S'affranchir du géant Chinois: pas si facile

Là encore, le Vietnam a tiré son épingle du jeu et s'est attiré les faveurs des fabricants en renonçant en 2022 à sa politique «zéro Covid». Il a ainsi autorisé la reprise de la production avec des mesures de sécurité appropriées. Mais sa présence sur le marché n'a pas suffi à compenser les problèmes d'approvisionnement chinois.

S'affranchir de la Chine ne se fait pas du jour au lendemain en installant des usines géantes pour des centaines de millions de dollars. Il faut également une infrastructure fiable qui garantisse une chaîne d'approvisionnement sans faille. Et puis, le Vietnam et ses 100 millions d'habitants et travailleurs potentiels reste un acteur de taille moyenne et est loin de prétendre au volume de production de la Chine et ses 1,4 milliard.

Car ce qu'il faut surtout, ce sont des centaines de milliers d'ouvriers formés qui assemblent 24 heures sur 24 des composants électroniques fragiles. Et c'est justement là que la Chine a encore un énorme avantage: le savoir-faire sur la chaîne d'assemblage, voilà ce que la République populaire a perfectionné au cours des 40 dernières années.

Des circuits plus longs

De plus, les circuits de livraison sont courts en Chine. Les sites de production et les chaînes de montage se trouvent pratiquement côte à côte. Au Vietnam et en Inde, en revanche, les différents composants doivent encore être importés en grande partie de Chine. Pour changer cela, les fournisseurs investissent, eux aussi, massivement dans les nouveaux sites.

Là où les rizières façonnaient encore le paysage, on construit désormais des entrepôts, des ateliers et des halles de montage. En Inde, par exemple, Samsung a ouvert en 2020 la plus grande usine de smartphones du monde. Dans une déclaration, le fabricant avait alors déclaré vouloir faire de l'Inde la plus grande base d'exportation de téléphones portables.

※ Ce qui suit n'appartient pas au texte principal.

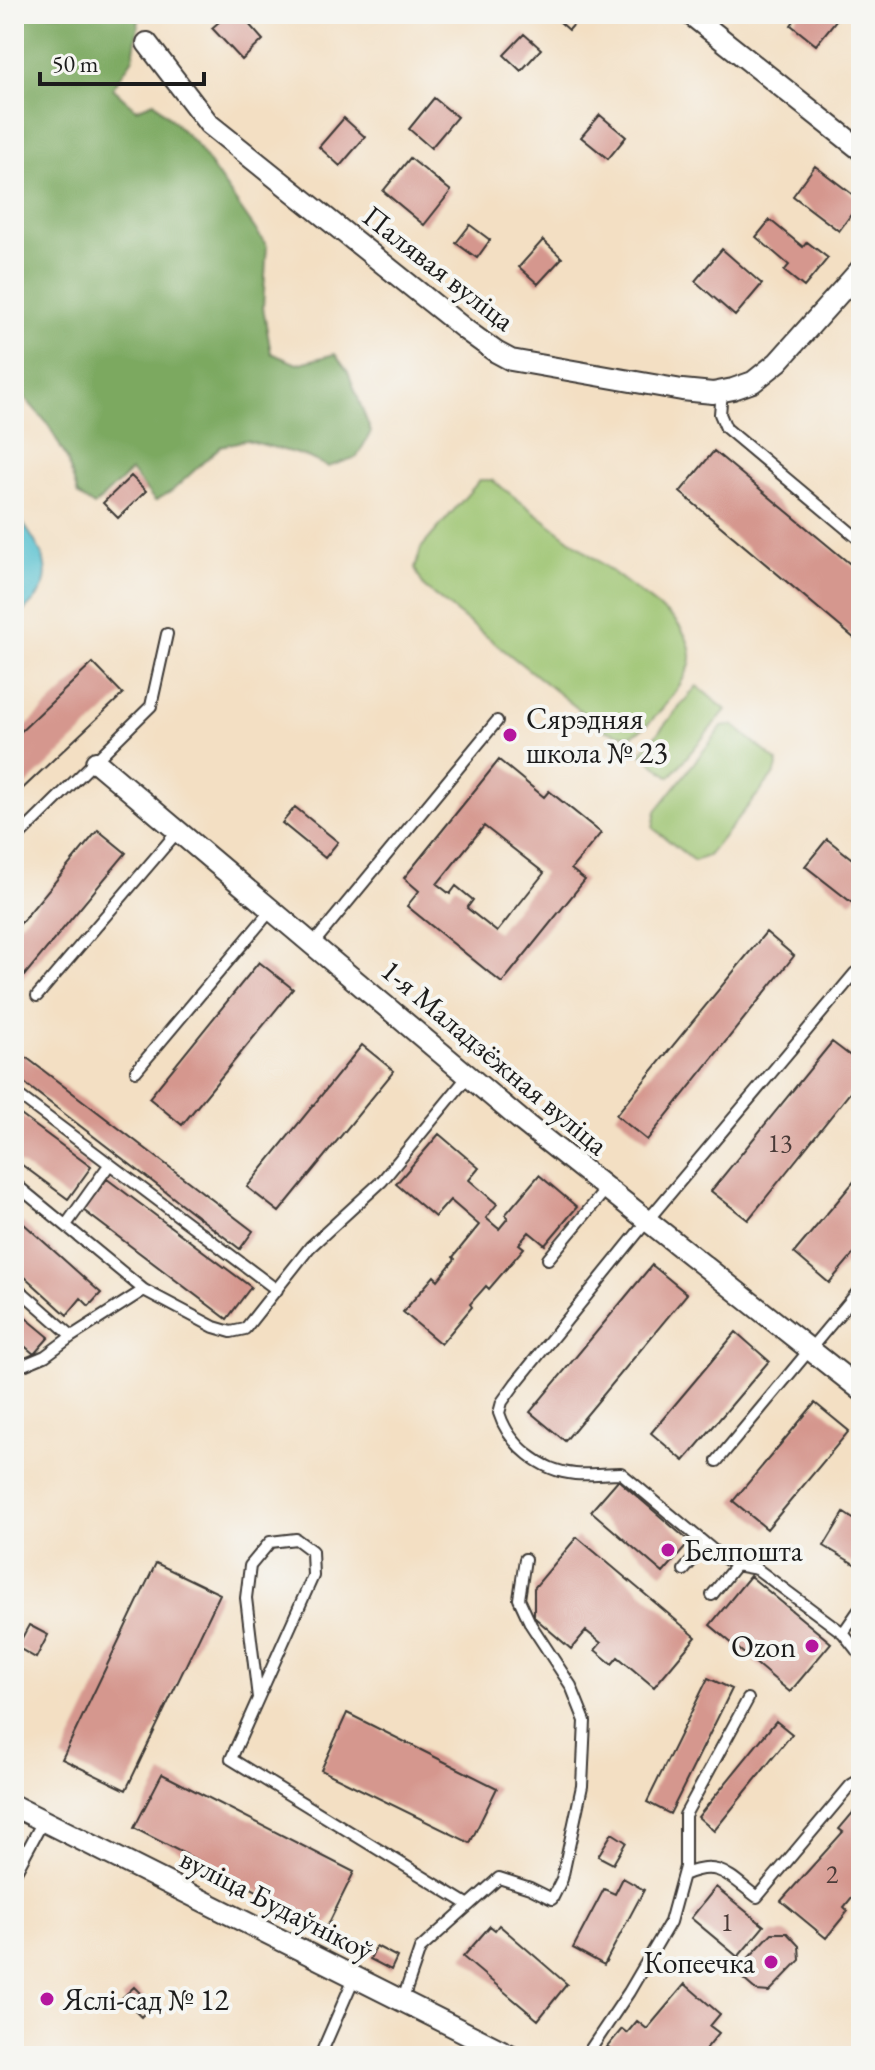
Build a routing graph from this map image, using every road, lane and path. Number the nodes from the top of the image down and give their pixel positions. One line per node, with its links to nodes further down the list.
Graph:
1 (690, 14): 3 (street)
2 (147, 43): 5 (street, Палявая вуліца)
3 (861, 150)
4 (861, 269): 5 (street, Палявая вуліца)
5 (722, 391): 6 (lane)
6 (861, 541)
7 (167, 634): 9 (lane)
8 (497, 721): 13 (lane)
9 (96, 762): 10 (street, 1-я Маладзёжная вуліца); 11 (lane)
10 (178, 831): 12 (street, 1-я Маладзёжная вуліца); 15 (lane)
11 (14, 841)
12 (272, 909): 13 (street, 1-я Маладзёжная вуліца); 16 (lane)
13 (313, 944): 17 (street, 1-я Маладзёжная вуліца)
14 (861, 978): 22 (lane)
15 (37, 996)
16 (136, 1071)
17 (469, 1075): 21 (street, 1-я Маладзёжная вуліца); 28 (lane)
18 (14, 1092): 19 (lane)
19 (109, 1165): 23 (lane); 28 (lane)
20 (14, 1183): 23 (lane)
21 (607, 1188): 22 (street, 1-я Маладзёжная вуліца); 24 (lane)
22 (647, 1221): 30 (street, 1-я Маладзёжная вуліца); 34 (lane)
23 (66, 1225): 27 (lane)
24 (548, 1259)
25 (14, 1285): 29 (lane)
26 (861, 1288): 30 (lane)
27 (144, 1290): 28 (lane); 29 (lane)
28 (277, 1290)
29 (72, 1336): 31 (lane)
30 (809, 1349): 32 (street, 1-я Маладзёжная вуліца); 33 (lane)
31 (14, 1369)
32 (861, 1390)
33 (717, 1461)
34 (705, 1545): 36 (lane); 37 (lane)
35 (525, 1559): 49 (lane)
36 (736, 1565): 38 (lane); 40 (lane)
37 (684, 1570)
38 (712, 1595)
39 (861, 1607): 40 (lane)
40 (843, 1633): 41 (lane)
41 (861, 1656)
42 (258, 1698): 42 (lane); 49 (lane)
43 (748, 1699): 48 (lane)
44 (861, 1779): 48 (lane)
45 (14, 1806): 46 (street, вуліца Будаўнікоў)
46 (43, 1821): 47 (lane); 50 (street, вуліца Будаўнікоў)
47 (14, 1875)
48 (683, 1875): 54 (lane)
49 (469, 1905): 51 (lane)
50 (354, 1978): 51 (street, вуліца Будаўнікоў); 52 (lane)
51 (402, 2002): 53 (street, вуліца Будаўнікоў)
52 (320, 2056)
53 (512, 2056)
54 (586, 2056)

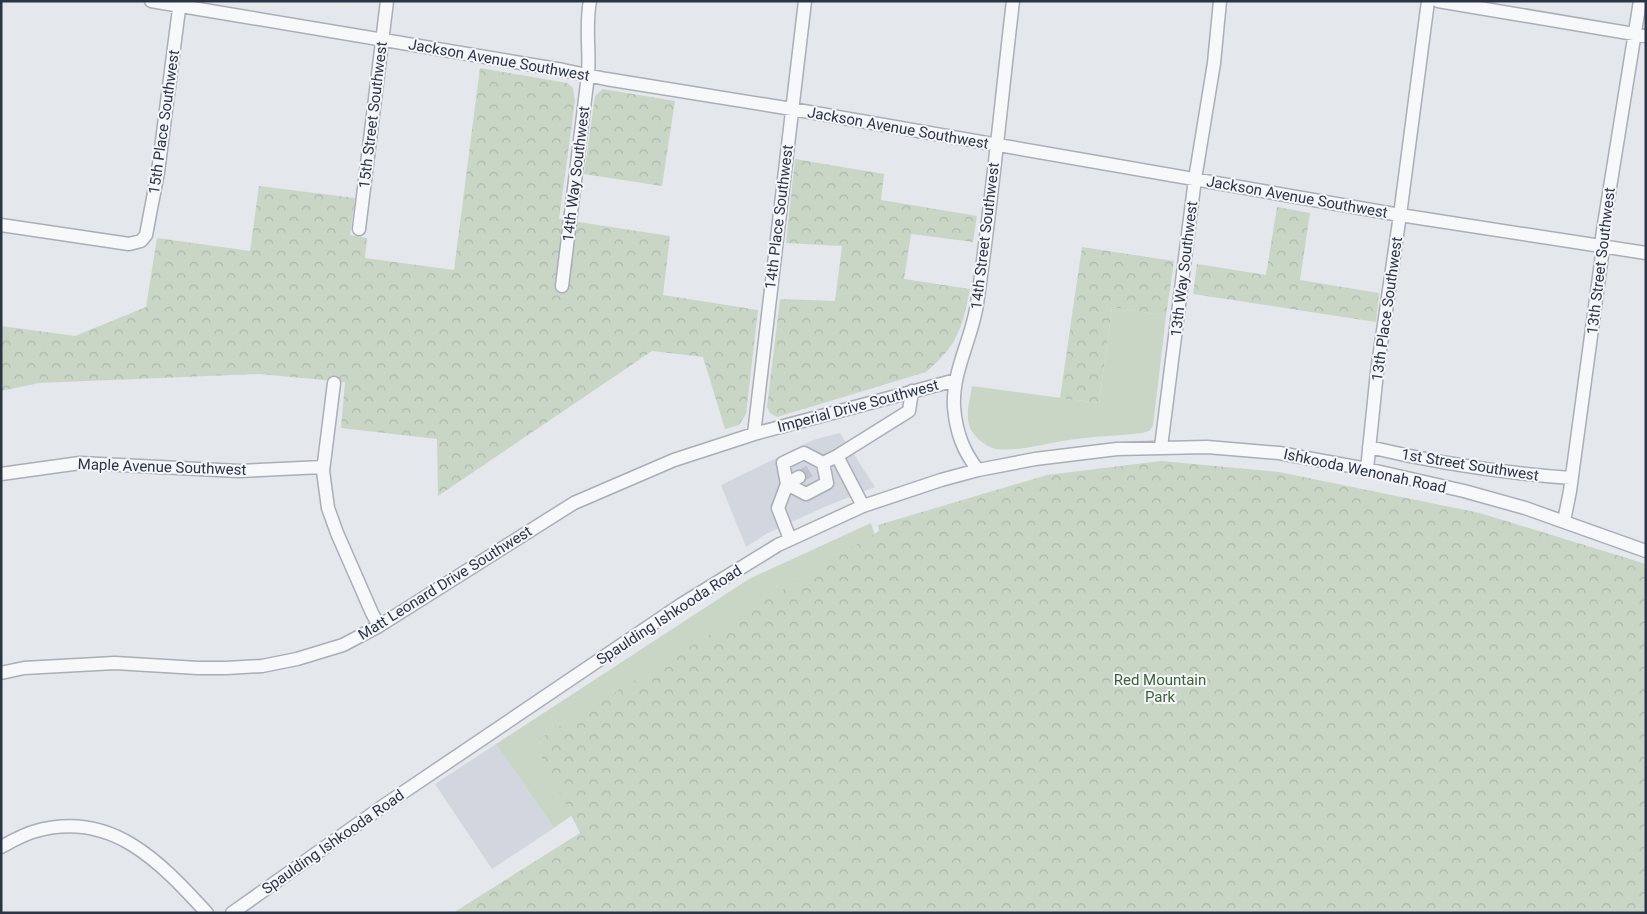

Apple n'est pas en reste. En avril 2023, Bloomberg annonçait qu'environ 7% des Iphones mis sur le marché provenaient d'usines indiennes. Google serait même allé plus loin et produirait la moitié de ses Pixel en Inde.

Il faudra donc encore quelques années avant que la Chine ne soit effectivement remplacée en tant que berceau de la production technologique, et ce malgré d'énormes efforts. Mais l'Empire du Milieu ressent déjà les premiers effets de ce changement de paradigme. Et cela se voit dans les chiffres: ces deux dernières années, le secteur technologique chinois a la croissance la plus lente de son histoire.